▶ To do
Copy the data that appears below exactly. Drop the pictures.
Dataset below:
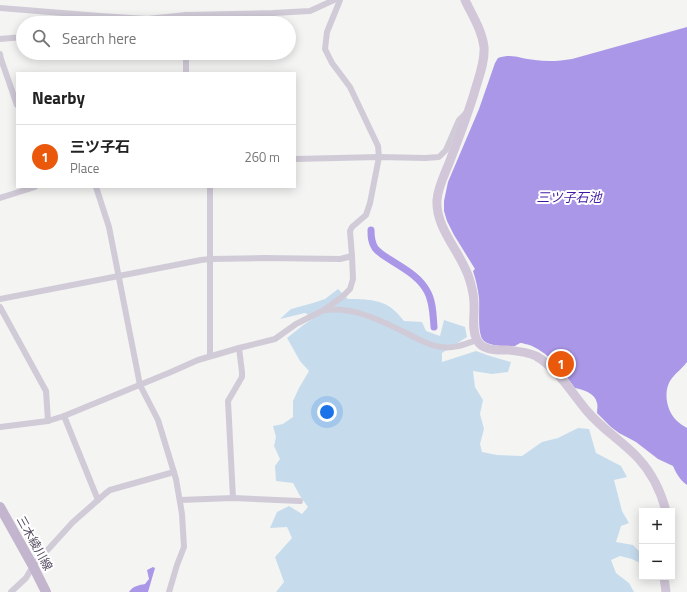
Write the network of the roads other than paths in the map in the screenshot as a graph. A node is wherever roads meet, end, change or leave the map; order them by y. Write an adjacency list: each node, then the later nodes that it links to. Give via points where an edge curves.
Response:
1 (334, 0): 5 (street, via 310,11)
2 (340, 0): 15 (street, via 327,32 325,49 350,87 378,146)
3 (465, 0): 14 (street, via 484,48 481,71)
4 (0, 8): 6 (street)
5 (186, 15): 7 (street)
6 (100, 16)
7 (173, 16)
8 (16, 38): 9 (street)
9 (0, 39)
10 (0, 54): 13 (street)
11 (186, 60): 12 (street)
12 (186, 72)
13 (16, 102)
14 (470, 109): 15 (street, via 459,120 446,150 439,156); 27 (street, via 438,193 437,209 440,223 462,261 470,281)
15 (379, 158): 16 (street); 21 (street, via 366,215 350,231)
16 (296, 159)
17 (32, 188): 20 (street)
18 (96, 188): 23 (street, via 109,227)
19 (210, 188): 22 (street)
20 (0, 198)
21 (352, 256): 22 (street, via 340,259); 26 (street, via 353,279 350,288)
22 (210, 259): 23 (street); 29 (street)
23 (118, 276): 24 (street); 30 (street)
24 (0, 299)
25 (0, 307): 32 (street, via 46,391)
26 (324, 310): 27 (street, via 354,312 382,321 441,347 458,347); 28 (street, via 296,324 275,339)
27 (477, 340): 40 (street, via 487,348 536,356 548,365 596,421 638,459 654,481)
28 (239, 348): 29 (street); 35 (street, via 242,377 228,401)
29 (210, 356): 30 (street)
30 (140, 385): 31 (street); 34 (street, via 158,420)
31 (64, 416): 32 (street); 36 (street)
32 (48, 421): 33 (street)
33 (0, 427)
34 (174, 472): 36 (street, via 110,490); 37 (street)
35 (233, 498): 37 (street); 38 (street)
36 (98, 500): 41 (street, via 73,522)
37 (180, 500): 45 (street, via 184,547)
38 (300, 501)
39 (0, 507): 41 (main road, 三木綾川線)
40 (665, 508)
41 (33, 566): 43 (street, via 26,578); 44 (main road, 三木綾川線)
42 (664, 580): 46 (street)
43 (11, 592)
44 (46, 592)
45 (169, 592)
46 (666, 592)

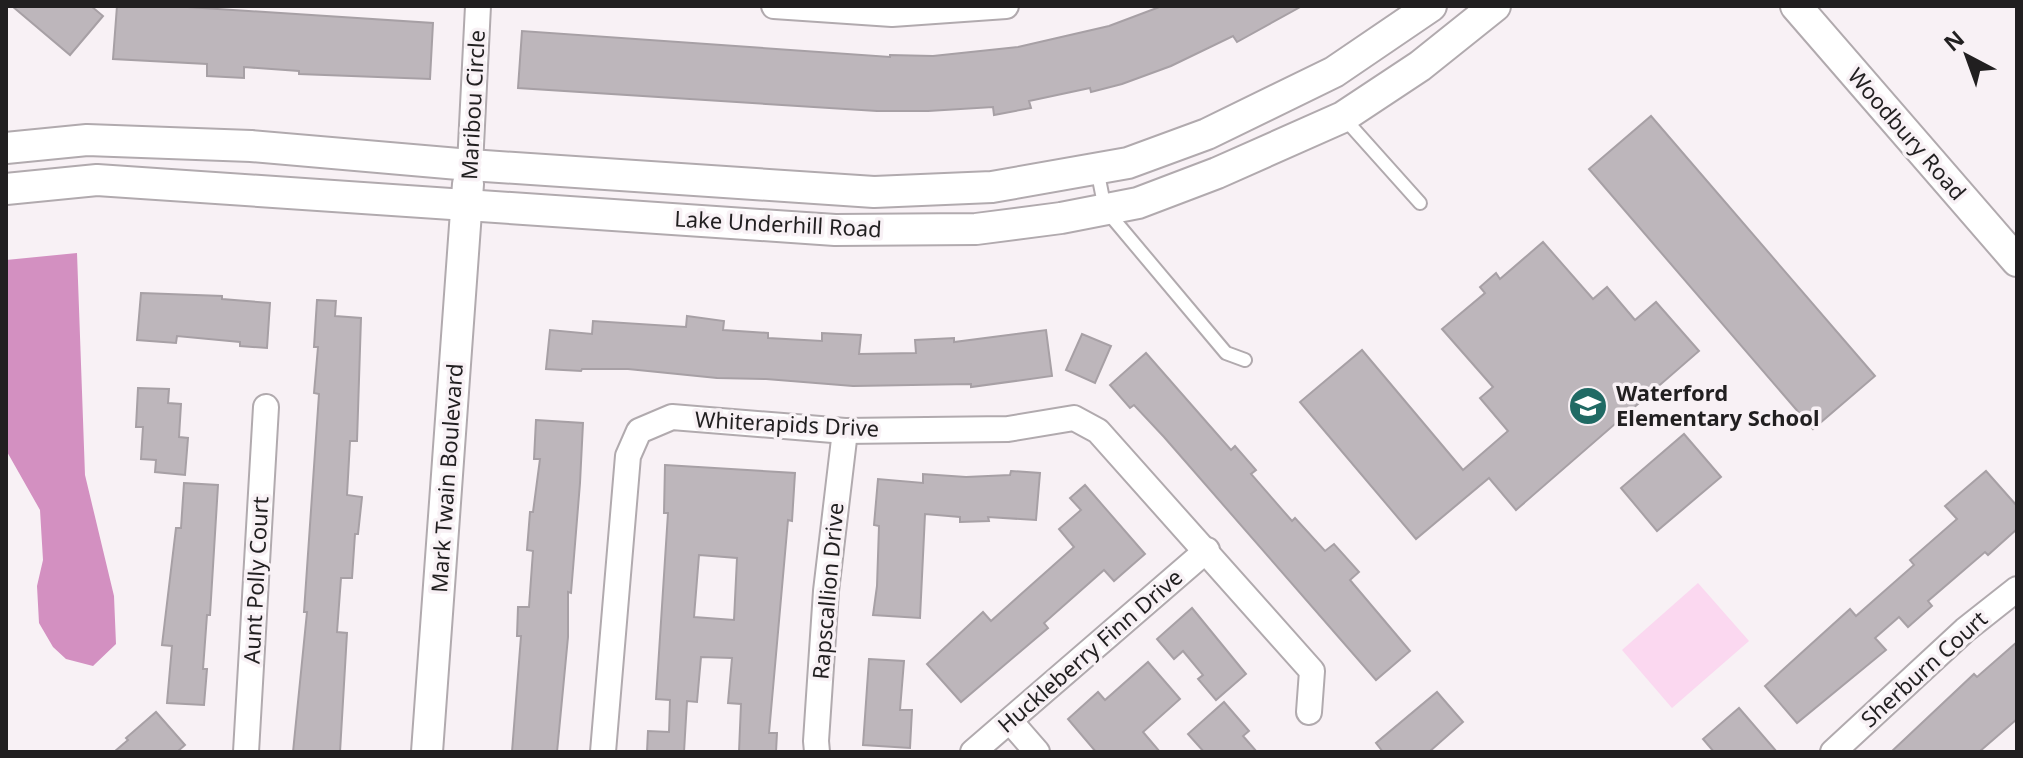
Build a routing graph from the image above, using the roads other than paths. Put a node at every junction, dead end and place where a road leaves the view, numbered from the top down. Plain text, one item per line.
End of Dataset.
▶ Task output
Write the network of the roads other than paths in the map in the screenshot as a graph. A node is wherever roads meet, end, change or leave the map; order them by y. Write an adjacency list: each node, then the later nodes that it links to. Give via points where an edge curves.
Response:
1 (334, 0): 5 (street, via 310,11)
2 (340, 0): 15 (street, via 327,32 325,49 350,87 378,146)
3 (465, 0): 14 (street, via 484,48 481,71)
4 (0, 8): 6 (street)
5 (186, 15): 7 (street)
6 (100, 16)
7 (173, 16)
8 (16, 38): 9 (street)
9 (0, 39)
10 (0, 54): 13 (street)
11 (186, 60): 12 (street)
12 (186, 72)
13 (16, 102)
14 (470, 109): 15 (street, via 459,120 446,150 439,156); 27 (street, via 438,193 437,209 440,223 462,261 470,281)
15 (379, 158): 16 (street); 21 (street, via 366,215 350,231)
16 (296, 159)
17 (32, 188): 20 (street)
18 (96, 188): 23 (street, via 109,227)
19 (210, 188): 22 (street)
20 (0, 198)
21 (352, 256): 22 (street, via 340,259); 26 (street, via 353,279 350,288)
22 (210, 259): 23 (street); 29 (street)
23 (118, 276): 24 (street); 30 (street)
24 (0, 299)
25 (0, 307): 32 (street, via 46,391)
26 (324, 310): 27 (street, via 354,312 382,321 441,347 458,347); 28 (street, via 296,324 275,339)
27 (477, 340): 40 (street, via 487,348 536,356 548,365 596,421 638,459 654,481)
28 (239, 348): 29 (street); 35 (street, via 242,377 228,401)
29 (210, 356): 30 (street)
30 (140, 385): 31 (street); 34 (street, via 158,420)
31 (64, 416): 32 (street); 36 (street)
32 (48, 421): 33 (street)
33 (0, 427)
34 (174, 472): 36 (street, via 110,490); 37 (street)
35 (233, 498): 37 (street); 38 (street)
36 (98, 500): 41 (street, via 73,522)
37 (180, 500): 45 (street, via 184,547)
38 (300, 501)
39 (0, 507): 41 (main road, 三木綾川線)
40 (665, 508)
41 (33, 566): 43 (street, via 26,578); 44 (main road, 三木綾川線)
42 (664, 580): 46 (street)
43 (11, 592)
44 (46, 592)
45 (169, 592)
46 (666, 592)

Build a routing graph from the image above, using the roads other than paths. Put a node at every junction, dead end and place where a road leaves the view, numbered from the top down. Plain text, one item per line.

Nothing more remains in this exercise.